The qualitative rendering results further highlight WildGS-SLAM's superior ability to remove dynamic objects and produce high-quality renderings. Unlike other methods that struggle with ghosting artifacts, black holes, or blurry renderings, WildGS-SLAM consistently generates clean and realistic images across all datasets.
Looking Forward: Impact and Future Directions
WildGS-SLAM presents a significant advancement in monocular SLAM for dynamic environments. By leveraging uncertainty-aware geometric mapping, it effectively handles moving objects without requiring explicit semantic segmentation or depth information.
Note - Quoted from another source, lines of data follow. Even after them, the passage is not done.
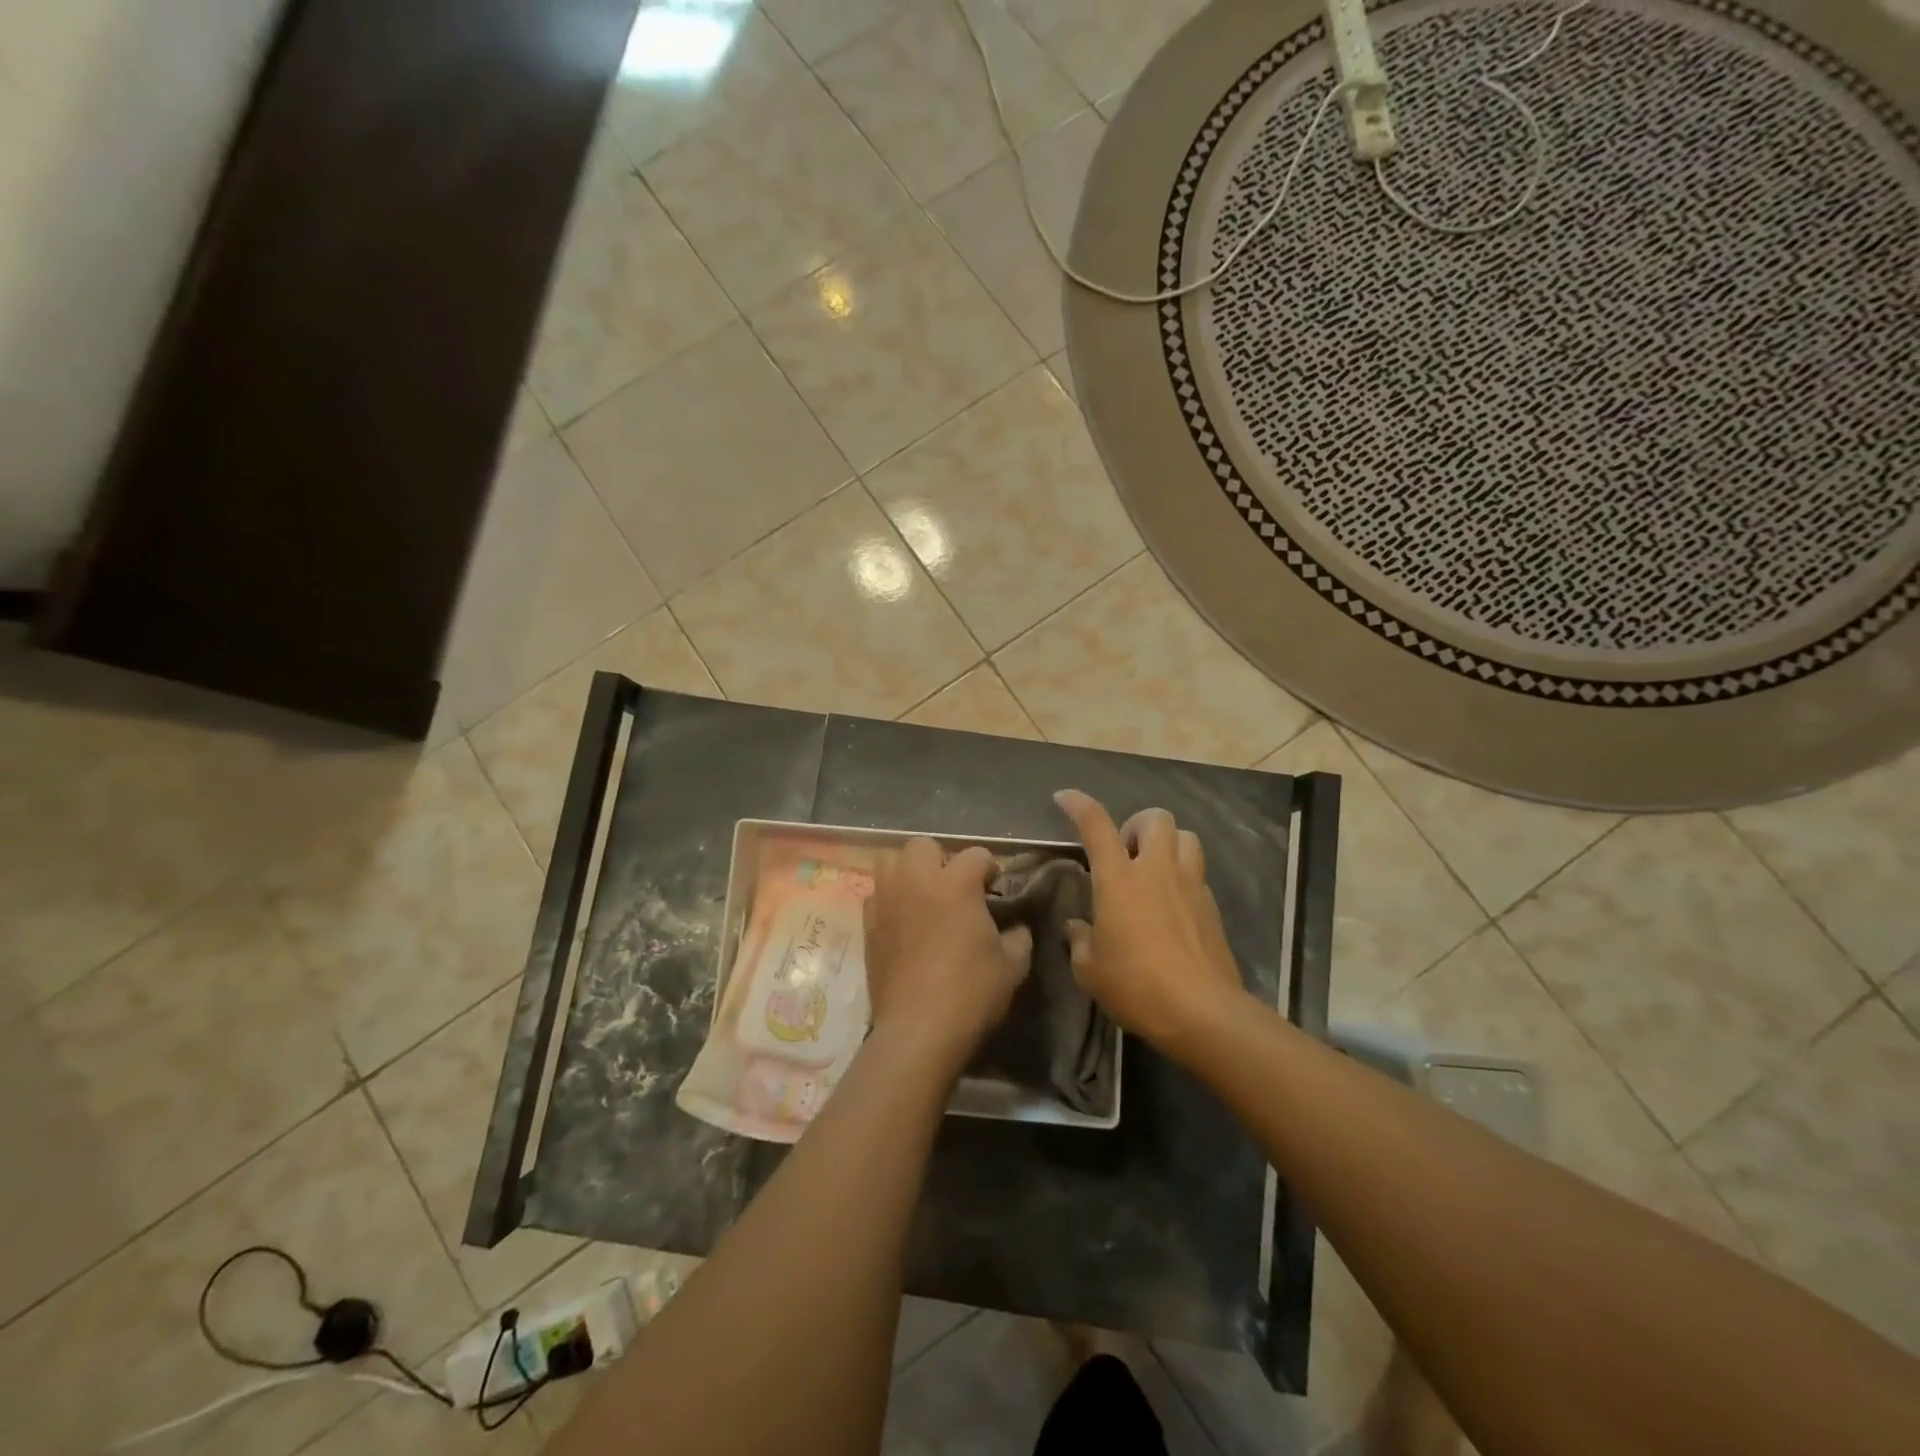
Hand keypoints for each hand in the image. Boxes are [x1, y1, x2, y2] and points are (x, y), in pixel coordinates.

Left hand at [863, 839, 1032, 1076]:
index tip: (995, 889)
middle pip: (923, 845)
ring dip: (908, 871)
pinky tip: (903, 921)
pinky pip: (876, 894)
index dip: (990, 869)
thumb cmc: (971, 992)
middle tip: (953, 887)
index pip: (976, 854)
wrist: (919, 1029)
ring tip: (923, 896)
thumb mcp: (1012, 965)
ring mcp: (887, 899)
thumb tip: (1016, 927)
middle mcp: (917, 880)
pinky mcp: (868, 923)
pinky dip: (890, 899)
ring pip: (890, 860)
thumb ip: (1018, 936)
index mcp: (956, 883)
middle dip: (941, 859)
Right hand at [1053, 790, 1245, 1053]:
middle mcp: (1156, 870)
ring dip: (1168, 843)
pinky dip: (1184, 876)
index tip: (1064, 798)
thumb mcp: (1090, 970)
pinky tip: (1173, 904)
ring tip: (1154, 869)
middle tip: (1125, 853)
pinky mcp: (1212, 906)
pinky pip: (1198, 872)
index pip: (1096, 825)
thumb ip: (1080, 941)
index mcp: (1118, 880)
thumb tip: (1077, 927)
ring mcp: (1190, 884)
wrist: (1202, 1012)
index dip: (1078, 805)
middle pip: (1155, 817)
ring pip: (1186, 836)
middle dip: (1137, 825)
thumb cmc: (1136, 987)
This approach enables robust tracking, high-fidelity mapping, and artifact-free rendering in challenging real-world scenarios.
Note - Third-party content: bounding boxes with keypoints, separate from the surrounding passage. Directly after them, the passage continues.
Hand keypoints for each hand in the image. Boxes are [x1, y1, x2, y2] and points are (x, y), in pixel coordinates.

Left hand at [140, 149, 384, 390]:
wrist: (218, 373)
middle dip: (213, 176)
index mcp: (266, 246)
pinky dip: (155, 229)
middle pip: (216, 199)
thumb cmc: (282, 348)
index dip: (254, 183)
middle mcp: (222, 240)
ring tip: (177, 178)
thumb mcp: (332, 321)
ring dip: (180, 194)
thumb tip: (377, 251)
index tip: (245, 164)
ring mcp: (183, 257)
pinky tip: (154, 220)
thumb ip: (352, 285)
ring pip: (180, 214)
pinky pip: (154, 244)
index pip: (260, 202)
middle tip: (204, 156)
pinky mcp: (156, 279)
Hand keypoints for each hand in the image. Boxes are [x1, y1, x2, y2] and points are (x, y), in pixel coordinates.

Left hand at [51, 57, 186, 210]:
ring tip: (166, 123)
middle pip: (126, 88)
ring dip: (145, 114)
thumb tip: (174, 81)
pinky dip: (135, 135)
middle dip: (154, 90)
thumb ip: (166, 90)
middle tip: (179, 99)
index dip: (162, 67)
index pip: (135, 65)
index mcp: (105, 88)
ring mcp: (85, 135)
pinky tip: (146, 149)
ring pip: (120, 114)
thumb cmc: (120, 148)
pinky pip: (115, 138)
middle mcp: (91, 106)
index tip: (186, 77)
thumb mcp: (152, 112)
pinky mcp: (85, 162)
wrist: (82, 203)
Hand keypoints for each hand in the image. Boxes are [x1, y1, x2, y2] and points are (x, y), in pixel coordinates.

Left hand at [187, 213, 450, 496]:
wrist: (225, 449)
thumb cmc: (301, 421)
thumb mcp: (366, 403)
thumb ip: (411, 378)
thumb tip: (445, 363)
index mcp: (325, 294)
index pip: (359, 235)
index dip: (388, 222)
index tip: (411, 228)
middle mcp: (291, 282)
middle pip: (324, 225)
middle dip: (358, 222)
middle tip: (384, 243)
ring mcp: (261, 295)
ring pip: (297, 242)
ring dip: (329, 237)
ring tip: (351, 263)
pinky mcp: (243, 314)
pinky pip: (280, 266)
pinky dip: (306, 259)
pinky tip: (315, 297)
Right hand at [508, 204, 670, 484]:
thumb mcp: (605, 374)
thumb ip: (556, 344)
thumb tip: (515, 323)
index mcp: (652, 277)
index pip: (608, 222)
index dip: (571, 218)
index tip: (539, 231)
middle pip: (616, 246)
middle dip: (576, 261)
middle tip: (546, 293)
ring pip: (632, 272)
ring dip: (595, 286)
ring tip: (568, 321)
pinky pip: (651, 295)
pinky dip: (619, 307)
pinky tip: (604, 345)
The key innovations include:
- A purely geometric approach to dynamic object removal using only monocular RGB input
- An uncertainty-aware tracking and mapping pipeline that eliminates dynamic distractors without explicit segmentation
- A novel uncertainty prediction mechanism using DINOv2 features and an incrementally trained MLP
- A separation of optimization between the 3D Gaussian map and uncertainty MLP for maximal performance
These advancements have broad implications for applications in augmented reality, robotics, and autonomous navigation, where handling dynamic environments is crucial. The ability to operate with only monocular input makes the system particularly valuable for resource-constrained platforms.
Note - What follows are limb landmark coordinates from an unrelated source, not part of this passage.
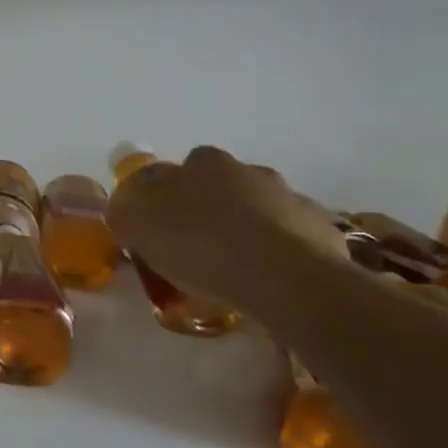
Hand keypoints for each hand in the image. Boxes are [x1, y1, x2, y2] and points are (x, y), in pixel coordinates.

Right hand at [107, 147, 346, 313]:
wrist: (285, 279)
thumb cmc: (201, 245)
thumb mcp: (137, 225)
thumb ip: (126, 210)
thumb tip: (128, 208)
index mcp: (203, 164)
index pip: (177, 170)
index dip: (167, 198)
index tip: (162, 229)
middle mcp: (249, 171)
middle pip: (221, 188)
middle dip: (209, 212)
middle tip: (196, 250)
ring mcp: (290, 199)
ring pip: (258, 212)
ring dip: (246, 231)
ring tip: (234, 273)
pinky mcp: (321, 232)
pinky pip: (291, 240)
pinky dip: (278, 255)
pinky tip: (268, 283)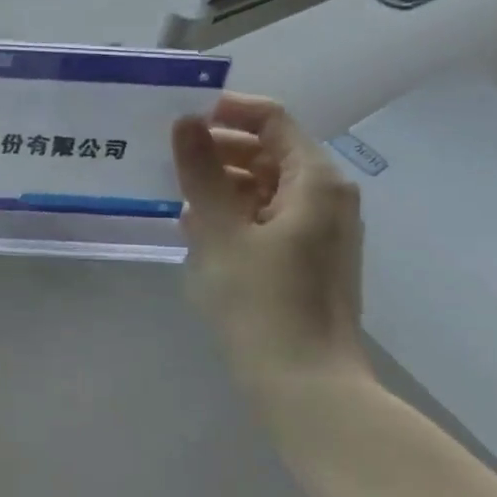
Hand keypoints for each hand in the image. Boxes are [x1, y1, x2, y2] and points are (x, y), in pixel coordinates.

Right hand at [171, 94, 367, 378]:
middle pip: (269, 151)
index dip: (227, 111)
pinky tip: (198, 230)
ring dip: (222, 184)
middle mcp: (327, 197)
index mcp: (315, 180)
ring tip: (177, 197)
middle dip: (219, 150)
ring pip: (266, 186)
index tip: (181, 119)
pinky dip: (235, 214)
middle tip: (169, 160)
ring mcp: (321, 230)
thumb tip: (185, 121)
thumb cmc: (262, 301)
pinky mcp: (308, 259)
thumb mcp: (221, 230)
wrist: (305, 386)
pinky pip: (268, 217)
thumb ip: (202, 170)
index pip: (272, 120)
Looking forward, potential improvements could include:
- Further optimization for real-time performance on mobile devices
- Integration with semantic understanding for enhanced scene interpretation
- Extension to multiple moving cameras and collaborative mapping
The introduction of the Wild-SLAM Dataset also contributes to the field by providing a comprehensive benchmark for evaluating SLAM systems in unconstrained, real-world conditions with varied object motions and occlusions.
As WildGS-SLAM demonstrates, uncertainty-aware geometric mapping presents a promising direction for robust SLAM in dynamic environments, potentially inspiring future research in this challenging domain.